Well, what about the AMD K6 and the Cyrix/IBM 6x86MX ? If you let me start with the 6x86MX , I have to tell you that especially Cyrix is selling their 6x86MX chips pretty close to the margins, as well known from the past already. They came up with the - with all due respect - crazy idea of selling parts with different specs under the same name. You can get PR166 CPUs at 2x66 and 2.5x60 MHz, PR200 CPUs at 2x75 or 2.5x66 MHz and PR233 CPUs at 2.5x75 or 2x83 MHz. These CPUs with the same P-rating are actually not performing equally, but who cares? Now I came across cases where you couldn't even clock a PR200 CPU at 2x75 MHz to 2.5 x 66 MHz, which is slightly faster. Hence forget about overclocking unless you got a nice PR233 at 2.5 x 75 MHz, since then you might have a chance. IBM is unfortunately under the threat of conformity with Cyrix and rumors say that IBM is selling their chips the same way against their own believe ... well, well.

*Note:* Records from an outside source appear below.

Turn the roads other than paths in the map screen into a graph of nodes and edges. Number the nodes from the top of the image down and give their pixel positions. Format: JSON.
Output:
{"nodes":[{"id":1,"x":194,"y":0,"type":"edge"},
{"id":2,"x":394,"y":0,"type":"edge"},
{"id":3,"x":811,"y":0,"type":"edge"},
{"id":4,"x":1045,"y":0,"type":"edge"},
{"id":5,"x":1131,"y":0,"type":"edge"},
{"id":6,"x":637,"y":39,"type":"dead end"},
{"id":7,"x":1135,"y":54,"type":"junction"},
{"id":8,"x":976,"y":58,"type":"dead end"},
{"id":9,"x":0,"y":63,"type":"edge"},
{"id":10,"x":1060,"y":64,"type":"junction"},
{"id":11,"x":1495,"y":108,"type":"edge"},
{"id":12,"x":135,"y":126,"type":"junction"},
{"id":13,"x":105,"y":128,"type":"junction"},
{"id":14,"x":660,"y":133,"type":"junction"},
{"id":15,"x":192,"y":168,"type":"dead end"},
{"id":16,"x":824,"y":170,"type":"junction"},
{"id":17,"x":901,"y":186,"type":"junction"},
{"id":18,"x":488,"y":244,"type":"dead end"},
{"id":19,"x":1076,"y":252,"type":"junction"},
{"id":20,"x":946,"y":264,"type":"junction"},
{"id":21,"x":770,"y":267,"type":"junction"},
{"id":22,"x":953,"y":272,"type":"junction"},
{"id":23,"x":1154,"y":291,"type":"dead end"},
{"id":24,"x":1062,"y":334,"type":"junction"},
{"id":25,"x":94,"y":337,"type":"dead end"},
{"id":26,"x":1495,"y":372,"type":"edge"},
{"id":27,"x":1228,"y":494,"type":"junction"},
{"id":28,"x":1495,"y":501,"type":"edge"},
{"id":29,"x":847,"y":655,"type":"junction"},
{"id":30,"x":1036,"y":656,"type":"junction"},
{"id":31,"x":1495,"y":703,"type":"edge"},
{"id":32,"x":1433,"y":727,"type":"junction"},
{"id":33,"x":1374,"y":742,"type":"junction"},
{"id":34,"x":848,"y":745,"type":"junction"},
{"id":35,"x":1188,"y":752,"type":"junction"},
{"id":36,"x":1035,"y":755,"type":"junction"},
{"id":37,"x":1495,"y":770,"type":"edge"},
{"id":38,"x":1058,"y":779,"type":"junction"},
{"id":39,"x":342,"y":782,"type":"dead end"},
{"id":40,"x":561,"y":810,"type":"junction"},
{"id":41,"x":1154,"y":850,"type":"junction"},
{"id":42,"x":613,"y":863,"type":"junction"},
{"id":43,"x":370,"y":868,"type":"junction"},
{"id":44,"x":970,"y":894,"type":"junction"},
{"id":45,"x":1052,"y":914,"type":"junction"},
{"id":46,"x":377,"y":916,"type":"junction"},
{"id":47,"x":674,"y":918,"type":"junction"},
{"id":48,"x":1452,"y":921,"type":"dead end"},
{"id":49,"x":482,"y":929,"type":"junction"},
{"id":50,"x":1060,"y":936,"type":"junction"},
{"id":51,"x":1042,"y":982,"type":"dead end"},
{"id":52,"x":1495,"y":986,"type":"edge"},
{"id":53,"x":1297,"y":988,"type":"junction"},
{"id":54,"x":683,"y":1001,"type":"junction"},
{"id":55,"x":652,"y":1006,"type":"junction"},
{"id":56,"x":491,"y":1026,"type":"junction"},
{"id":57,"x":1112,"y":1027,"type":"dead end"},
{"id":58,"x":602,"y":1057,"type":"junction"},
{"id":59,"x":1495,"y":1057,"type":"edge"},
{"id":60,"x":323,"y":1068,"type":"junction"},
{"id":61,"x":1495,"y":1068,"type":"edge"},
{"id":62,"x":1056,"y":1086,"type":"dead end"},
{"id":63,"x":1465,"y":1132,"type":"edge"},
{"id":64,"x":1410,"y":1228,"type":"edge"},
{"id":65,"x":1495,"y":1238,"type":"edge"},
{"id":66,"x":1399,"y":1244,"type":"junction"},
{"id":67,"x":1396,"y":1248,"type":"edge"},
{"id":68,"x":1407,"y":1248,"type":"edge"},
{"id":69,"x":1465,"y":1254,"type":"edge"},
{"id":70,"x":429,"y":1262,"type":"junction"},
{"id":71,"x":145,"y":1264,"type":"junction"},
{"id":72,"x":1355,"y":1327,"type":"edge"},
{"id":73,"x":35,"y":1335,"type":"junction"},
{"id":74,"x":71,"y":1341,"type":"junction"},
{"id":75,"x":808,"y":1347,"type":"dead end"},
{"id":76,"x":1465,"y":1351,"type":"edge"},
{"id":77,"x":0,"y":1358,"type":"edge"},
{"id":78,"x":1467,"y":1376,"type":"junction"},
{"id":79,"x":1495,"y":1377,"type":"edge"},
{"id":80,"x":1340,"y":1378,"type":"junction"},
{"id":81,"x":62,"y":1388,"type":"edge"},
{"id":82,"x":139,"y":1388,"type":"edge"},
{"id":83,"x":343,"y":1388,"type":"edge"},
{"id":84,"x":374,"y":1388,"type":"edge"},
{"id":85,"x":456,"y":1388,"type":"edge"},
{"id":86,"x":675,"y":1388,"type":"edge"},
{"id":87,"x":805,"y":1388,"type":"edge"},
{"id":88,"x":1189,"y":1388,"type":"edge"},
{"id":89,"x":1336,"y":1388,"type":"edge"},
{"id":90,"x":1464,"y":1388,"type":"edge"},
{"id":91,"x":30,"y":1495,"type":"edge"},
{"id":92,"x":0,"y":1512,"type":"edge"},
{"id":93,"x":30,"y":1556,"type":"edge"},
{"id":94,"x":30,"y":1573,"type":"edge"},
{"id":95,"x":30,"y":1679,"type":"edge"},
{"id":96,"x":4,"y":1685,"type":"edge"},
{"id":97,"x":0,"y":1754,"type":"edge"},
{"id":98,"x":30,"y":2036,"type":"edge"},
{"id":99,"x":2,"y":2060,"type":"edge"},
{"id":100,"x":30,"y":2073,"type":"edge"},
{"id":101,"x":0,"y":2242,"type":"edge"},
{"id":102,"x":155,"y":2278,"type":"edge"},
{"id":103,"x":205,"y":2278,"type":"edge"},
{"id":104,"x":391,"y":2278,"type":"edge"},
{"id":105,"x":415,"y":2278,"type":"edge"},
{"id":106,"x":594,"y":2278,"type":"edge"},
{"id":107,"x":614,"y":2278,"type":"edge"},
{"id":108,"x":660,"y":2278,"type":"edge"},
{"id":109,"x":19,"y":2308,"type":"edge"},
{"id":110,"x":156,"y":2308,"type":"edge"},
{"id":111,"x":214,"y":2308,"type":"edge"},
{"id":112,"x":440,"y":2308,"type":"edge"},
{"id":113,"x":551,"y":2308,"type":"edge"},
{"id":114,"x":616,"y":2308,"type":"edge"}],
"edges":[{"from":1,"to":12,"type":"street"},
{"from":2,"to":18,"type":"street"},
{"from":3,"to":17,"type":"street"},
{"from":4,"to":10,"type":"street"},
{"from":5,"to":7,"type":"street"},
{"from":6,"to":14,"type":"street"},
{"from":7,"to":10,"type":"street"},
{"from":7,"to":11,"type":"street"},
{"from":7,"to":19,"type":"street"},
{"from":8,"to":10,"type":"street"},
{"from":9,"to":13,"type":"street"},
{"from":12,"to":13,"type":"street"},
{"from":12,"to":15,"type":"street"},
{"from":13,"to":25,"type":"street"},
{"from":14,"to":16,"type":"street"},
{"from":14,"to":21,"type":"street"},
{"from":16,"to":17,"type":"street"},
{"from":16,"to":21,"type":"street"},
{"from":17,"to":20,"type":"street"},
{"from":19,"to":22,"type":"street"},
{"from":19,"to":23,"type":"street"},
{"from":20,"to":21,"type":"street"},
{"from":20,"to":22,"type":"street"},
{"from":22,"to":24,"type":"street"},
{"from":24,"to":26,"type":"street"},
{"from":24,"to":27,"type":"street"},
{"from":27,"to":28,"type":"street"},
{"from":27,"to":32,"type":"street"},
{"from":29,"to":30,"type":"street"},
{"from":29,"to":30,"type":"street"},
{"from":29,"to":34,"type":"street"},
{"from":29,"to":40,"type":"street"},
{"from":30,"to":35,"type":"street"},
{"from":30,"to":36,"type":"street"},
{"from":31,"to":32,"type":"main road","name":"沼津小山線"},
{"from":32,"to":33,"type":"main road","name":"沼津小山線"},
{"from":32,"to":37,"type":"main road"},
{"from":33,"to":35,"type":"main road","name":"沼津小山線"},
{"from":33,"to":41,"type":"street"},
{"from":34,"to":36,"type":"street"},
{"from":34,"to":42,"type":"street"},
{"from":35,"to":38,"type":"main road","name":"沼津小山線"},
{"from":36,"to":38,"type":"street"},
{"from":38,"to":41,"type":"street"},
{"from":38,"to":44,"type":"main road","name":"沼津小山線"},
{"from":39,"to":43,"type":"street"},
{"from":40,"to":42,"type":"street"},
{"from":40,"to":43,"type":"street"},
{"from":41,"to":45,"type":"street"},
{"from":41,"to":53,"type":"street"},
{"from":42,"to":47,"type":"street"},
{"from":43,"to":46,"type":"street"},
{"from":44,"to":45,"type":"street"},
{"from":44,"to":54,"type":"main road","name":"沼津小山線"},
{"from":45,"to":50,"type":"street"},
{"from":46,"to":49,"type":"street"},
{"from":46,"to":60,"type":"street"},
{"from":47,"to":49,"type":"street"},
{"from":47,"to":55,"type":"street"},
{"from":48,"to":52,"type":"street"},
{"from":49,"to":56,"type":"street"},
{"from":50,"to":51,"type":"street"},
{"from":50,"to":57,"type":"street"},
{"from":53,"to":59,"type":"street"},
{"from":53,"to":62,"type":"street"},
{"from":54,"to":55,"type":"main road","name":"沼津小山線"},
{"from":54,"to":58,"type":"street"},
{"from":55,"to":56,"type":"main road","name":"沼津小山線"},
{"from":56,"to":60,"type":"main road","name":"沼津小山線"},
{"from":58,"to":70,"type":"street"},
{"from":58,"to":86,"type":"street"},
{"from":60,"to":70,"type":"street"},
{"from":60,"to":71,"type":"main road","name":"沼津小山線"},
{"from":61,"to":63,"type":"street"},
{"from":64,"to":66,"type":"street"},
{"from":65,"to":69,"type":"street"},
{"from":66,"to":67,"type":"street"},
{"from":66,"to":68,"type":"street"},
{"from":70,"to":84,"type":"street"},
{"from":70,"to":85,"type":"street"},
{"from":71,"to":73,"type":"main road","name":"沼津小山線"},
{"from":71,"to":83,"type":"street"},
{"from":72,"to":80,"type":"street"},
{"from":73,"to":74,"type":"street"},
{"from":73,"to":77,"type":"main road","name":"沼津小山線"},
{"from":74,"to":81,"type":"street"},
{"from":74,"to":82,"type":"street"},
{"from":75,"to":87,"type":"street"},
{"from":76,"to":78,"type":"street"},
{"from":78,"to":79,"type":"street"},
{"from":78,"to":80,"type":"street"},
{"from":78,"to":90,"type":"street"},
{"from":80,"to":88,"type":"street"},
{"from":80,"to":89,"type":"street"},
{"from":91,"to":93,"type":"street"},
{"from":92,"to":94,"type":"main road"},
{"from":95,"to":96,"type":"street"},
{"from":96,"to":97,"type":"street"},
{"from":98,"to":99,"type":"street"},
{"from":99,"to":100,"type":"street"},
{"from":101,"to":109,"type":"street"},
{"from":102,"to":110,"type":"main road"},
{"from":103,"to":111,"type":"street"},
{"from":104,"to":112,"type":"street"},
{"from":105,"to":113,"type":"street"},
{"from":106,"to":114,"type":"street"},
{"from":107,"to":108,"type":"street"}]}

This leaves AMD's K6 as the only real overclocking champ and as long as your K6 is real, you've got a good chance to overclock which ever way you like, either with multiplier increase or with higher bus speeds or with both. However there's a little problem. AMD doesn't seem to care much about the fact that remarking their chips can be done by a six year old child. There's only some paint printed on the aluminium heat sink attachment, which you can wipe off with several different chemicals. Printing a new marking on the 'naked' CPU is not too hard to do. This makes a K6 233 out of a K6 200 or even K6 166. Be careful with that, examine the printing very carefully. If it's done well, you won't have a chance though. The incidence of remarked K6 CPUs is cerainly higher than you think, and most reports about 'unoverclockable' K6 CPUs are due to remarked 166 version, marked to a K6 200.